### What you need to do
Only lines containing the string "Onslow" belong in the answer; find them in the records and copy them.

Collected data entries:
■ ■ ■

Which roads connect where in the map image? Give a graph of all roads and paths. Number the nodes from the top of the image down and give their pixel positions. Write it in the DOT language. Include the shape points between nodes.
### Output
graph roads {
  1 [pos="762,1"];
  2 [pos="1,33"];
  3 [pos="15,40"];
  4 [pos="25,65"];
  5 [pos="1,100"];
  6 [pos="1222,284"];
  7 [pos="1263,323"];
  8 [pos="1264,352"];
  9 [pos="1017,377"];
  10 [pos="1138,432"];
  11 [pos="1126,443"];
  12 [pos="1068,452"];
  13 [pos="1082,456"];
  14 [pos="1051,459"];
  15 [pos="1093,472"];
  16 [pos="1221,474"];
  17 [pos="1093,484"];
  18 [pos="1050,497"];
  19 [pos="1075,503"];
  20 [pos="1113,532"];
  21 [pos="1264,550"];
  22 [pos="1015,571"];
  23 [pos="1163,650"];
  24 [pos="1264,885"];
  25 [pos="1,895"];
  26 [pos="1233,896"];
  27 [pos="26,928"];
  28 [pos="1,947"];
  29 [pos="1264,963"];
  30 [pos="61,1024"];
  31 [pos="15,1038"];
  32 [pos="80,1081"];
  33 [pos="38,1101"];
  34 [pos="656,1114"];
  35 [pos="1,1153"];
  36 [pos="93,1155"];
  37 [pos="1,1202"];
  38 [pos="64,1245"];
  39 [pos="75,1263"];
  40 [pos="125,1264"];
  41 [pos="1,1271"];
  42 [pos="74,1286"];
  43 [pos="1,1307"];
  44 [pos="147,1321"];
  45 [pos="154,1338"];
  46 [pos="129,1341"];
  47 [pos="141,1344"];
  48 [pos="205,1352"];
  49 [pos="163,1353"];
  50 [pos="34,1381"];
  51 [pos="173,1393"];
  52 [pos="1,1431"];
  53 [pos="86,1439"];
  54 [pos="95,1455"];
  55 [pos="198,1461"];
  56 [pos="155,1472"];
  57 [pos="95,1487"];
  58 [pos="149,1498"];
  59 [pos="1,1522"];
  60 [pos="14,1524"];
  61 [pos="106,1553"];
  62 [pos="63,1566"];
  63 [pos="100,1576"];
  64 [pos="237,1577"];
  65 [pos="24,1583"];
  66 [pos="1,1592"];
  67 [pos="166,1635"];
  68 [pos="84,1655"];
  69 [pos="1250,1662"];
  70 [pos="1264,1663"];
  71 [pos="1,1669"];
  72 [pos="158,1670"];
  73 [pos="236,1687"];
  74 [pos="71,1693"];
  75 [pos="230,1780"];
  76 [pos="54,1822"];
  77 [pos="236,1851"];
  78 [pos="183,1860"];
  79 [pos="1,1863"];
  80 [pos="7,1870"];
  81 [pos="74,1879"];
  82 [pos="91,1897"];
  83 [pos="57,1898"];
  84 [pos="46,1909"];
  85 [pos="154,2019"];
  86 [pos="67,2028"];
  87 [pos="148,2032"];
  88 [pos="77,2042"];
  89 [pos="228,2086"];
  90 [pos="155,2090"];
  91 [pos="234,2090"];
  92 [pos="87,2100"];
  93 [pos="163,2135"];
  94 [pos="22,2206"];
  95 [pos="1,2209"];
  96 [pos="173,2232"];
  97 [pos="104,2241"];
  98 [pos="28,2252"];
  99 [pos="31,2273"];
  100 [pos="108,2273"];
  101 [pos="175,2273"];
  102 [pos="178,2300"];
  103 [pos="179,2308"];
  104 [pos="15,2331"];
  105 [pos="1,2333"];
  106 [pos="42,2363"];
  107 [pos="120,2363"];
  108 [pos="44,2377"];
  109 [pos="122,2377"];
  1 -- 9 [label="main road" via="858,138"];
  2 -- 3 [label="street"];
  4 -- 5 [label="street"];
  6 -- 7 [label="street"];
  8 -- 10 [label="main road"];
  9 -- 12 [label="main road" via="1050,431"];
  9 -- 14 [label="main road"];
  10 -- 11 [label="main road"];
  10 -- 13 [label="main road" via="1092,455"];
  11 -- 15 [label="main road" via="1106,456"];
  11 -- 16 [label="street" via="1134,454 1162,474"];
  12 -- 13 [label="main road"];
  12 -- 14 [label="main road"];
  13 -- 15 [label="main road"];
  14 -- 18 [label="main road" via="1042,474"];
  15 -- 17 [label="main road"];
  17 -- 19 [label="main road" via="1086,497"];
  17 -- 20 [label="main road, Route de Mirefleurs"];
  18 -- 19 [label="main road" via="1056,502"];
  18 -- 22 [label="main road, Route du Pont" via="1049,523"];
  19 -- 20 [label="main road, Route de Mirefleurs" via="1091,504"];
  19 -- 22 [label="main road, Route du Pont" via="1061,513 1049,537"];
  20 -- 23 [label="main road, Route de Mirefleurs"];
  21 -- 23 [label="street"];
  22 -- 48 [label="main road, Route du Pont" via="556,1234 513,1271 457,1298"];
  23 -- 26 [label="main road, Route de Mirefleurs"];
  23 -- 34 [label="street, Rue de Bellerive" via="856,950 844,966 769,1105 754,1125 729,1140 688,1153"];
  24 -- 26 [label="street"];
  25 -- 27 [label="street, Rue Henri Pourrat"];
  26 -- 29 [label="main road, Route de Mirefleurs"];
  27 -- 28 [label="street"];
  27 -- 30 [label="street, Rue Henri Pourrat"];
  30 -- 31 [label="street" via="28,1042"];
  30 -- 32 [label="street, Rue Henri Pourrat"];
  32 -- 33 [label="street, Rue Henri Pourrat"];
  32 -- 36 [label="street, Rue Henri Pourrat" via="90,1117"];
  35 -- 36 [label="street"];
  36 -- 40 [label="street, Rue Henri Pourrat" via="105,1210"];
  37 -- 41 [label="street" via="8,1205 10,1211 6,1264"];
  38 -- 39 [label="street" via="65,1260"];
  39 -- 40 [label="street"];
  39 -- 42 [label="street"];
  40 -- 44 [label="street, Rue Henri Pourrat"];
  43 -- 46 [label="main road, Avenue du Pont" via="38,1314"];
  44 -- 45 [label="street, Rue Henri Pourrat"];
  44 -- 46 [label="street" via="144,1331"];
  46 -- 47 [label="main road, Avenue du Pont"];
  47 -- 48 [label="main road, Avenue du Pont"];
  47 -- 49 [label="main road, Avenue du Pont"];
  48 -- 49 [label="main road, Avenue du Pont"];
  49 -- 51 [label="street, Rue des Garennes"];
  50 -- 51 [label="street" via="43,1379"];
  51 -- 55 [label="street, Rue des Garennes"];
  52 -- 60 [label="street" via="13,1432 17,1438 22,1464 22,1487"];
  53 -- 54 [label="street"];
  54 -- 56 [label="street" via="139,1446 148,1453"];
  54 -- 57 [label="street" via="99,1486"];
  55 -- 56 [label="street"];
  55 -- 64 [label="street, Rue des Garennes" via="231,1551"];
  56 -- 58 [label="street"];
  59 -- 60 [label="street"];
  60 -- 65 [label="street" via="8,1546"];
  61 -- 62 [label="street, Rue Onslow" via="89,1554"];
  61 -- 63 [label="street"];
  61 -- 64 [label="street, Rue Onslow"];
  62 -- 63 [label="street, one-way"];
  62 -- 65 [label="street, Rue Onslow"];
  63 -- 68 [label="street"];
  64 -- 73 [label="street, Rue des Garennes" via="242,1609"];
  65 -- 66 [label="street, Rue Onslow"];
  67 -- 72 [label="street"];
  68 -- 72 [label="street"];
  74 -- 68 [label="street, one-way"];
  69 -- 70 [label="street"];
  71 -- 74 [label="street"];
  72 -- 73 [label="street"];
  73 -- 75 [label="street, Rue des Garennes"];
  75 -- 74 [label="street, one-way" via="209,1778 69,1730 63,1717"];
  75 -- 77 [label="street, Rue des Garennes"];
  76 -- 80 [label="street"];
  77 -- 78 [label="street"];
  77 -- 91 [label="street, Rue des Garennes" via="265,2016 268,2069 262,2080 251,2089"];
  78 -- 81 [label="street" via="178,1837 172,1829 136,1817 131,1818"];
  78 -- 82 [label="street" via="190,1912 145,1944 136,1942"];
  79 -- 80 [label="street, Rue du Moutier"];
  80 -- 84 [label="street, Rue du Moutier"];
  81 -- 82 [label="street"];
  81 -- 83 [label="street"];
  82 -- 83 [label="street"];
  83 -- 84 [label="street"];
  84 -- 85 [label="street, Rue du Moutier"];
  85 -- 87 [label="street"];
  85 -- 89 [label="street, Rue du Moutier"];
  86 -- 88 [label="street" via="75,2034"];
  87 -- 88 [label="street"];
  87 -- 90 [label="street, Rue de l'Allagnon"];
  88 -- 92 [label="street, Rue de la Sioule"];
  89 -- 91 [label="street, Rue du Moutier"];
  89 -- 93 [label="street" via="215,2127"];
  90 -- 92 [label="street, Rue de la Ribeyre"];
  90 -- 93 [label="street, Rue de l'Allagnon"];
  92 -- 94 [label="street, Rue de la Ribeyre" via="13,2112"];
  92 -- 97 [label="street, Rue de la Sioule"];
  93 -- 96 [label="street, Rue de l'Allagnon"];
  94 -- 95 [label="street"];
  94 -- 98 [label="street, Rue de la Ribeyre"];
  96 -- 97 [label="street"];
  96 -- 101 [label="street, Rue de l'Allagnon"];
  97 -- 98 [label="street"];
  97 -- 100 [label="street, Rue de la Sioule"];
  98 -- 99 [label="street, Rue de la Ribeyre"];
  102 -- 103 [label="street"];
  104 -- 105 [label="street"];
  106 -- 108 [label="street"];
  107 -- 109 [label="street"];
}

■ ■ ■

### Answer box
  61 -- 62 [label="street, Rue Onslow" via="89,1554"];
  61 -- 64 [label="street, Rue Onslow"];
  62 -- 65 [label="street, Rue Onslow"];
  65 -- 66 [label="street, Rue Onslow"];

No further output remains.